Required work =>
If a line in the entries below includes "Hayes", pick it out and copy it.

Collected data entries:
[Start of section]

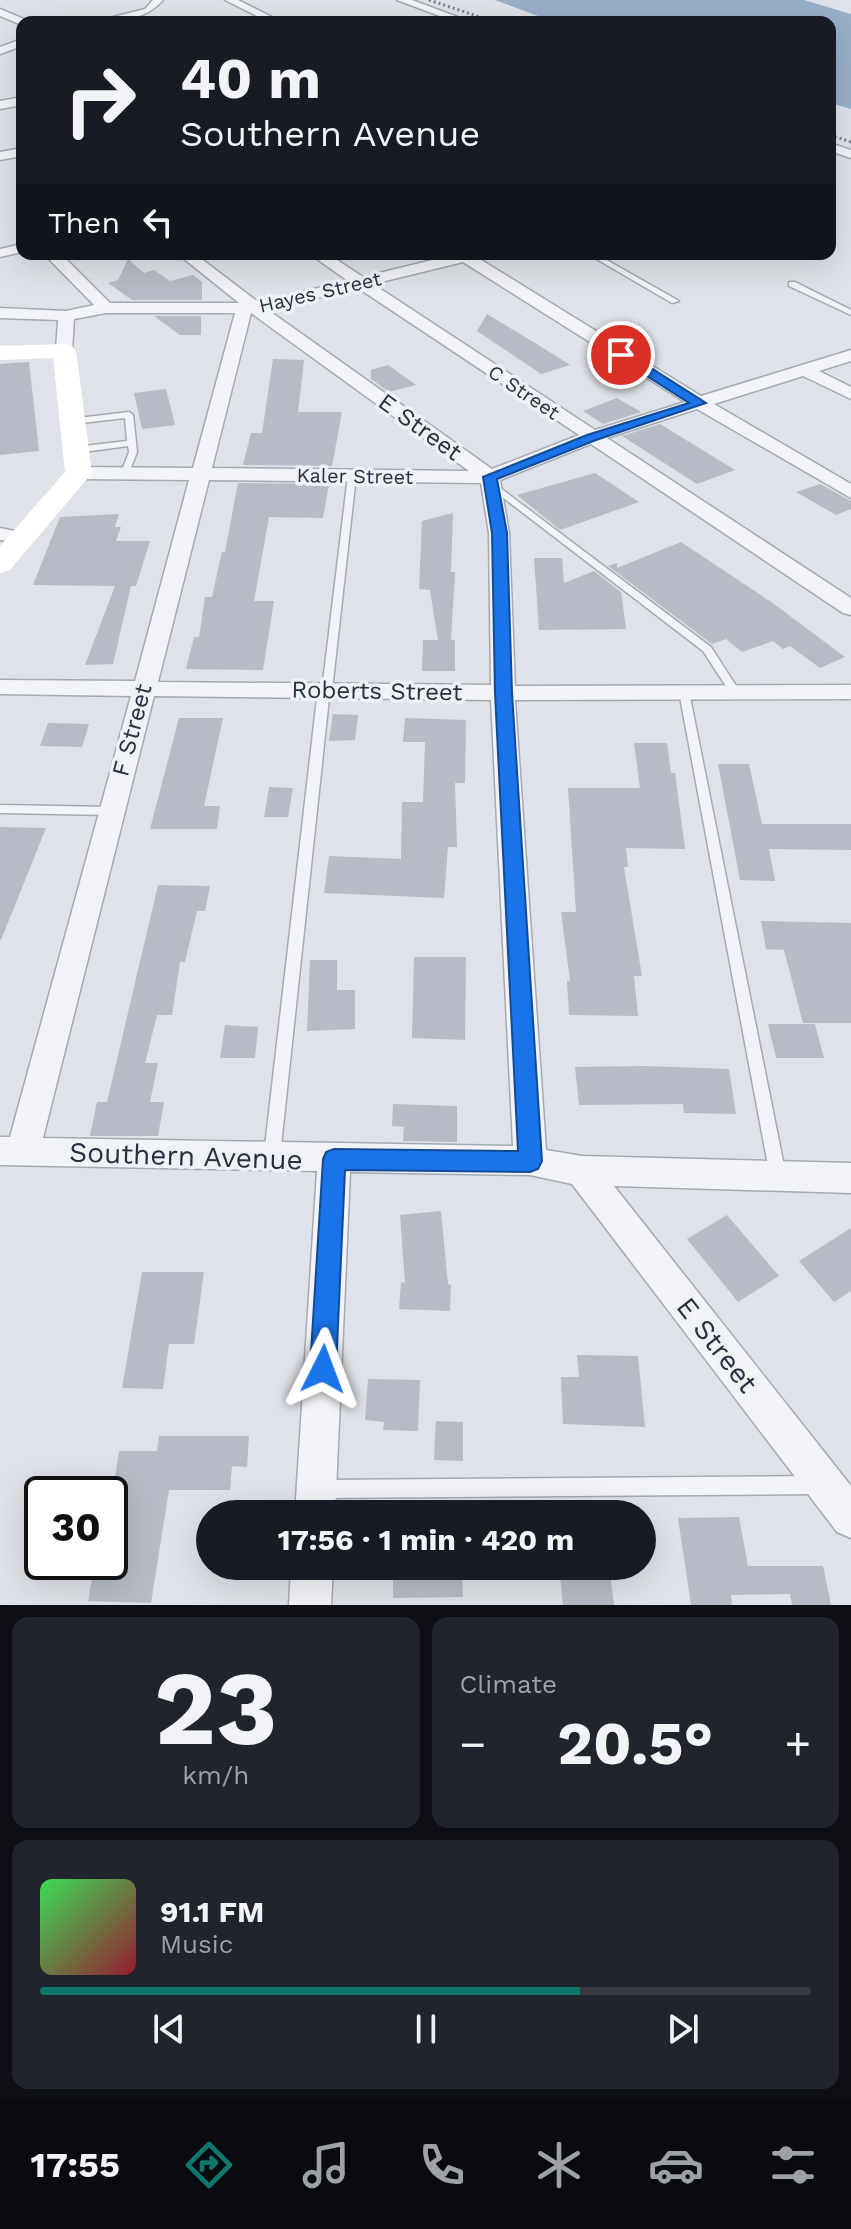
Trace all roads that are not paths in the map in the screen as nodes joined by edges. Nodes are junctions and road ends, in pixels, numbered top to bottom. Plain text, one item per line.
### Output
1 (158, 0) edge
2 (230, 0) edge
3 (402, 0) edge
4 (125, 16) edge
5 (264, 16) edge
6 (449, 16) edge
7 (58, 260) edge
8 (193, 260) edge
9 (327, 260) edge
10 (449, 260) edge
11 (470, 260) edge
12 (602, 260) edge
13 (360, 283) junction
14 (792, 284) dead end
15 (675, 301) dead end
16 (106, 308) junction
17 (250, 308) junction
18 (0, 313) edge
19 (851, 313) edge
20 (66, 316) junction
21 (64, 351) junction
22 (0, 353) edge
23 (851, 355) edge
24 (805, 370) junction
25 (851, 394) edge
26 (699, 403) junction
27 (107, 418) junction
28 (84, 420) junction
29 (591, 437) junction
30 (128, 444) junction
31 (111, 445) junction
32 (85, 456) junction
33 (125, 473) junction
34 (201, 473) junction
35 (352, 476) junction
36 (490, 480) junction
37 (851, 492) edge
38 (11, 536) edge
39 (0, 564) edge
40 (851, 608) edge
41 (0, 687) edge
42 (143, 688) junction
43 (327, 690) junction
44 (684, 692) junction
45 (735, 692) junction
46 (851, 692) edge
47 (503, 693) junction
48 (0, 809) edge
49 (111, 811) junction
50 (12, 1151) edge
51 (271, 1158) junction
52 (334, 1159) junction
53 (530, 1161) junction
54 (582, 1171) junction
55 (778, 1176) junction
56 (851, 1178) edge
57 (825, 1485) junction
58 (315, 1500) edge
59 (375, 1500) edge
60 (851, 1518) edge
61 (311, 1580) edge
62 (310, 1605) edge

1 - 4 street
2 - 5 street
3 - 6 street
7 - 16 street
8 - 17 street, E Street
9 - 13 street, C Street
10 - 13 street, Hayes Street
11 - 26 street
12 - 15 lane
13 - 17 street, Hayes Street
13 - 29 street, C Street
14 - 19 lane
16 - 17 street, Hayes Street
16 - 20 street, Hayes Street
17 - 34 street, F Street
17 - 36 street, E Street
18 - 20 street, Hayes Street
20 - 21 street
21 - 22 street
21 - 28 street
23 - 24 street, Kaler Street
24 - 25 street
24 - 26 street, Kaler Street
26 - 29 street, Kaler Street
26 - 37 street
27 - 28 lane
27 - 30 lane
27 - 31 lane
28 - 32 street
29 - 36 street, Kaler Street
29 - 40 street, C Street
30 - 31 lane
30 - 33 lane
31 - 32 lane
32 - 33 street, Kaler Street
32 - 38 street
33 - 34 street, Kaler Street
34 - 35 street, Kaler Street
34 - 42 street, F Street
35 - 36 street, Kaler Street
35 - 43 lane
36 - 45 lane
36 - 47 street
38 - 39 street
41 - 42 street, Roberts Street
42 - 43 street, Roberts Street
42 - 49 street, F Street
43 - 47 street, Roberts Street
43 - 51 lane
44 - 45 street, Roberts Street
44 - 47 street, Roberts Street
44 - 55 lane
45 - 46 street, Roberts Street
47 - 53 street
48 - 49 lane
49 - 50 street, F Street
50 - 51 street, Southern Avenue
51 - 52 street, Southern Avenue
52 - 53 street, Southern Avenue
52 - 58 street
53 - 54 street, Southern Avenue
54 - 55 street, Southern Avenue
54 - 57 street, E Street
55 - 56 street, Southern Avenue
57 - 59 lane
57 - 60 street, E Street
61 - 62 street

[End of section]

Exercise result =>
10 - 13 street, Hayes Street
13 - 17 street, Hayes Street
16 - 17 street, Hayes Street
16 - 20 street, Hayes Street
18 - 20 street, Hayes Street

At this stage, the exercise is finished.